Start of Extracted records

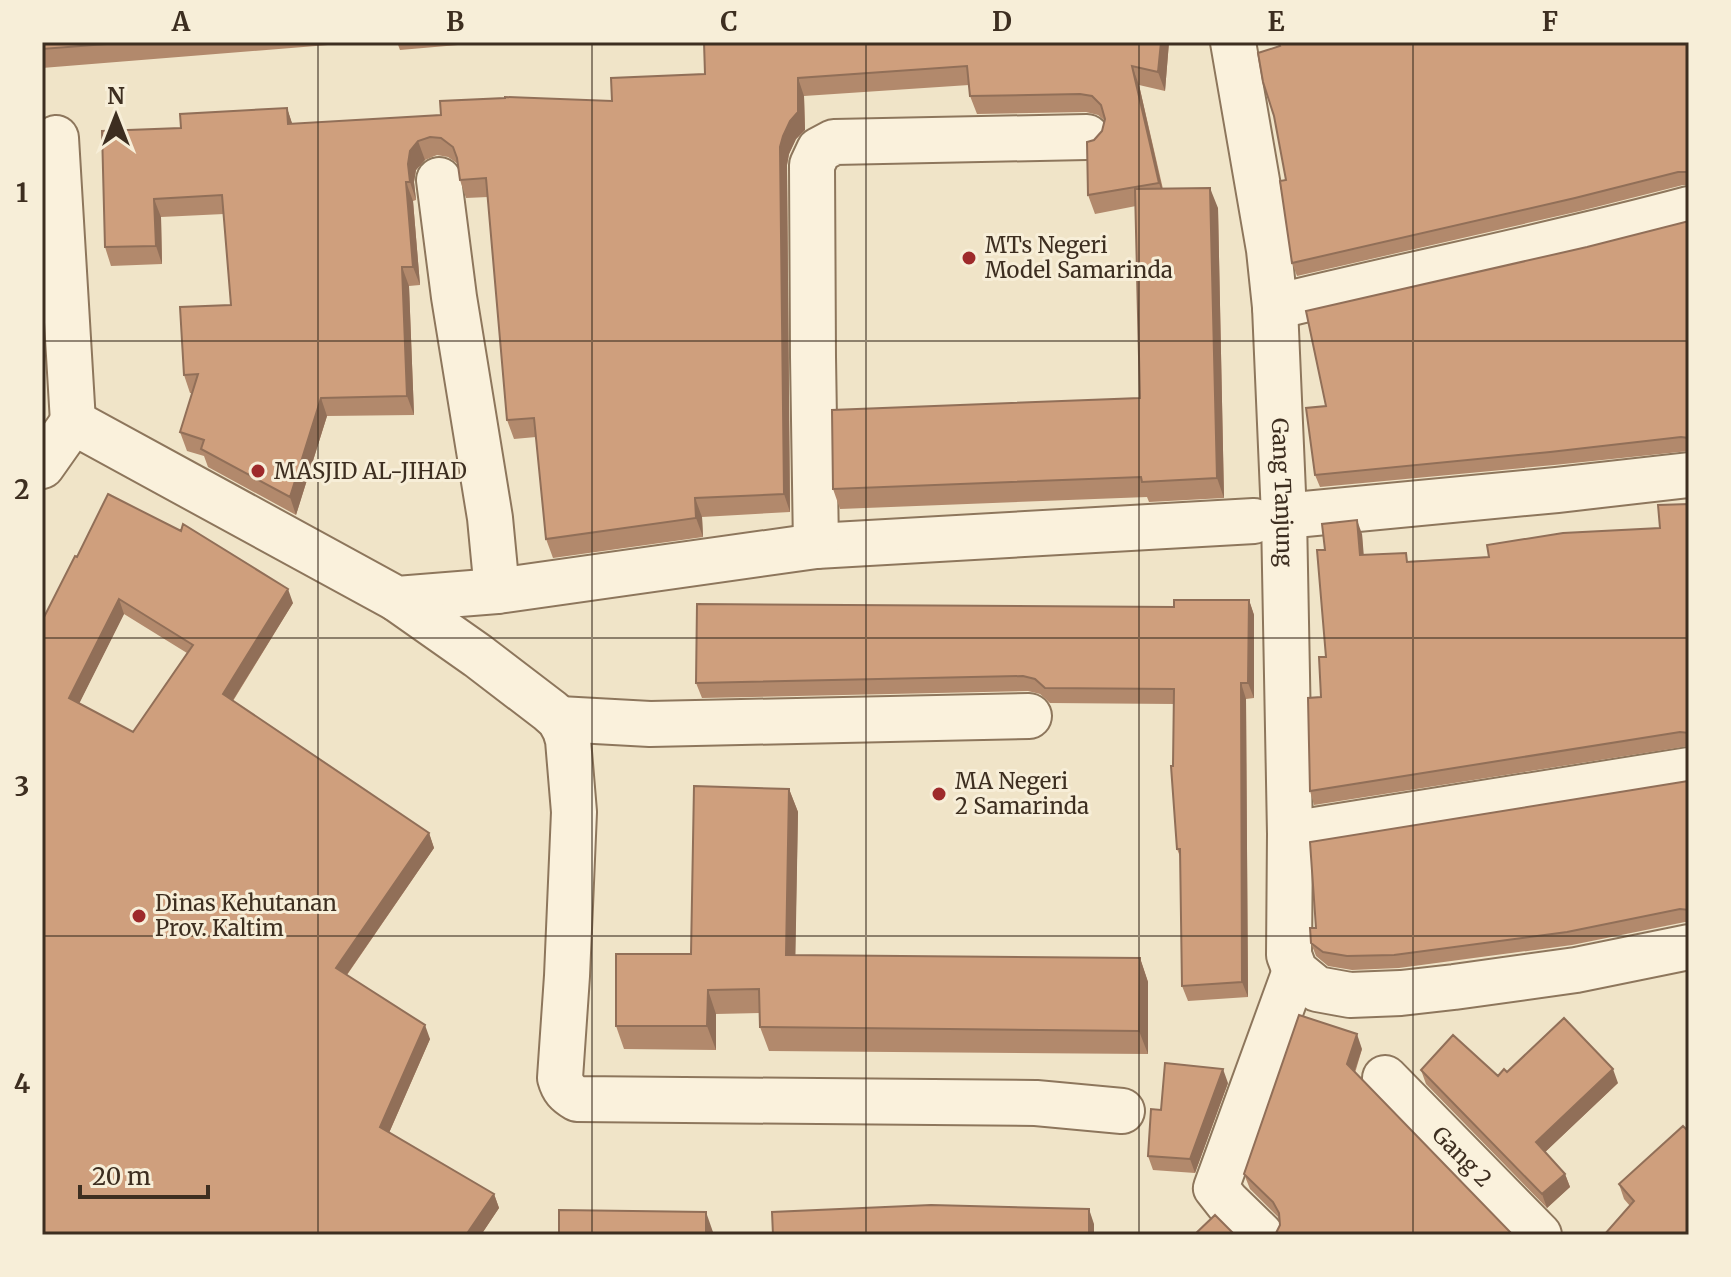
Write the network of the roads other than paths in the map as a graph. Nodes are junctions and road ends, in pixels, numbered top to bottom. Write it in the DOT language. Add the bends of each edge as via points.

End of Extracted records
Start of Extracted records

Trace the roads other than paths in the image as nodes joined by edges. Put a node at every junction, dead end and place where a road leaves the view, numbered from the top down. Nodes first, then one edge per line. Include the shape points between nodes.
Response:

End of Extracted records
Start of Extracted records

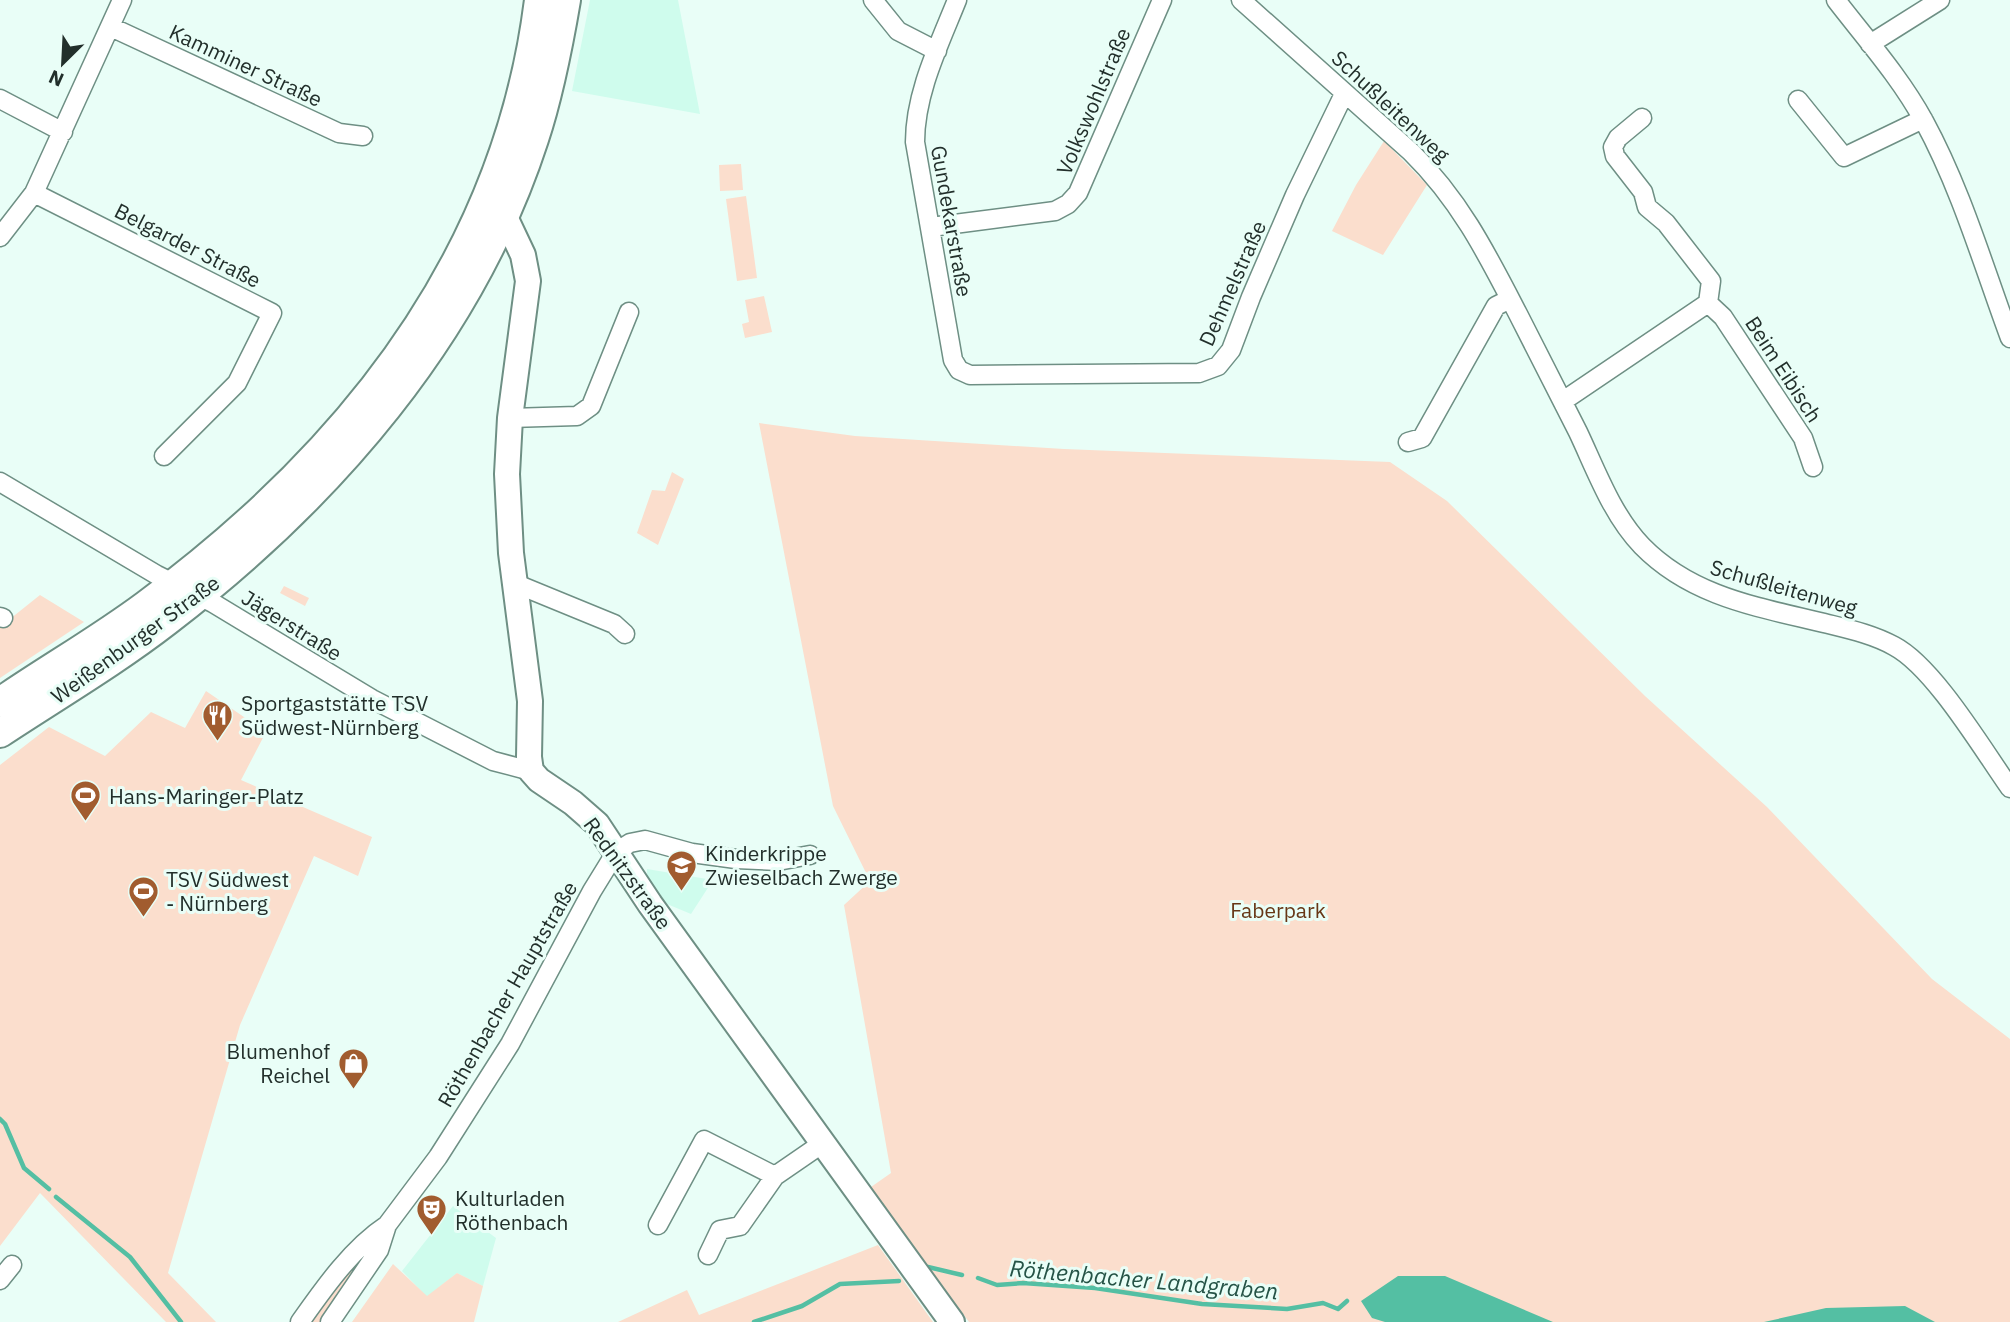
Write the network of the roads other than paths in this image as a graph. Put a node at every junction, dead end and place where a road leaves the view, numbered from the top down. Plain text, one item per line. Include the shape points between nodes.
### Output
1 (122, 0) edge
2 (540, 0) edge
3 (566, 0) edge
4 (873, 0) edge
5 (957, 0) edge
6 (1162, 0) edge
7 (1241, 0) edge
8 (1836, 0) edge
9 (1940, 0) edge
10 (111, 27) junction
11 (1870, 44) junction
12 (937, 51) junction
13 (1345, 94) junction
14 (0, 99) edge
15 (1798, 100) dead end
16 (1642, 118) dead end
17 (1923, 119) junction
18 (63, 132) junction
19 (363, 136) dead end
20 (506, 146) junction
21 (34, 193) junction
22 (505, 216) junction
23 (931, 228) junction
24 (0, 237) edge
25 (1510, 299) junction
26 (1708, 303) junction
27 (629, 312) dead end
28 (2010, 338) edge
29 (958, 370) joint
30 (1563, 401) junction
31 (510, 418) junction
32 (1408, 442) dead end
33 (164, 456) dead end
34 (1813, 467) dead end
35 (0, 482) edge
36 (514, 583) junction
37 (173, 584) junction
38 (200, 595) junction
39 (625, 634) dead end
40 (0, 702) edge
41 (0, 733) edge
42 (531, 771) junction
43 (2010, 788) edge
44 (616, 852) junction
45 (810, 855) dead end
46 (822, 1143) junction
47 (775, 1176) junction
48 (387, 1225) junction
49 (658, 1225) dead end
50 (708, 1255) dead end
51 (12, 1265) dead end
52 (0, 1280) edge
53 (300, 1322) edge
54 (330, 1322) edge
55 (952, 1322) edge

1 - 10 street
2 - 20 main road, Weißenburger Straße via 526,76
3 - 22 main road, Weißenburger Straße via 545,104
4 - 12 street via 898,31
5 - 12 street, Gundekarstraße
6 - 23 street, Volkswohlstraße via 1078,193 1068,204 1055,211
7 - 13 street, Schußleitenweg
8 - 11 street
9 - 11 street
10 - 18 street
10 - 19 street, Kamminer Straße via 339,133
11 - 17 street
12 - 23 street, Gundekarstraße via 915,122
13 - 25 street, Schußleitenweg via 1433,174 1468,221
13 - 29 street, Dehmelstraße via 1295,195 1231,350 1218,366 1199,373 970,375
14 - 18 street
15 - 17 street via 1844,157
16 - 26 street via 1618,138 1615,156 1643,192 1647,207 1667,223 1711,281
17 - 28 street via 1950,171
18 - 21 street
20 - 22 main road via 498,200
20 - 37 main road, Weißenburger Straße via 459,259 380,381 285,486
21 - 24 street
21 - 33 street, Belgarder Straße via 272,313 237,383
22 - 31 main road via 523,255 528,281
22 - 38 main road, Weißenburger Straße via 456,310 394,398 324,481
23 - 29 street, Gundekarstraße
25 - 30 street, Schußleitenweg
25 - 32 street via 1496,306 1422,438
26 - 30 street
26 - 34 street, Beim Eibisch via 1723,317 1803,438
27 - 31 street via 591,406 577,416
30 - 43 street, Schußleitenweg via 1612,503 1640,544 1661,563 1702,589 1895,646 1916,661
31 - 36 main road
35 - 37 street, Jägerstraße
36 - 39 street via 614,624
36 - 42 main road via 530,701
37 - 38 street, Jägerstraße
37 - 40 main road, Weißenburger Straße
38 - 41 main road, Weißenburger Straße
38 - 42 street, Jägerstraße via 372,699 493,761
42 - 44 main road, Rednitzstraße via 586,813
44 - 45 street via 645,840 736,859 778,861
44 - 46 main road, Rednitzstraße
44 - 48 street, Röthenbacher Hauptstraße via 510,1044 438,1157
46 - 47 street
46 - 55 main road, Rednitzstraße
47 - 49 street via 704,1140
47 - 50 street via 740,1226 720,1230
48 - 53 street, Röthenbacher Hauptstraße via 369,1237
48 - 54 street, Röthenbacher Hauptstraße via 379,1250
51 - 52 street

End of Extracted records

● **Task goal**: The task calls for every line of the material that contains the string "view".

● **Written response**:
Trace the roads other than paths in the image as nodes joined by edges. Put a node at every junction, dead end and place where a road leaves the view, numbered from the top down. Nodes first, then one edge per line. Include the shape points between nodes.
Write the network of the roads other than paths in this image as a graph. Put a node at every junction, dead end and place where a road leaves the view, numbered from the top down. Plain text, one item per line. Include the shape points between nodes.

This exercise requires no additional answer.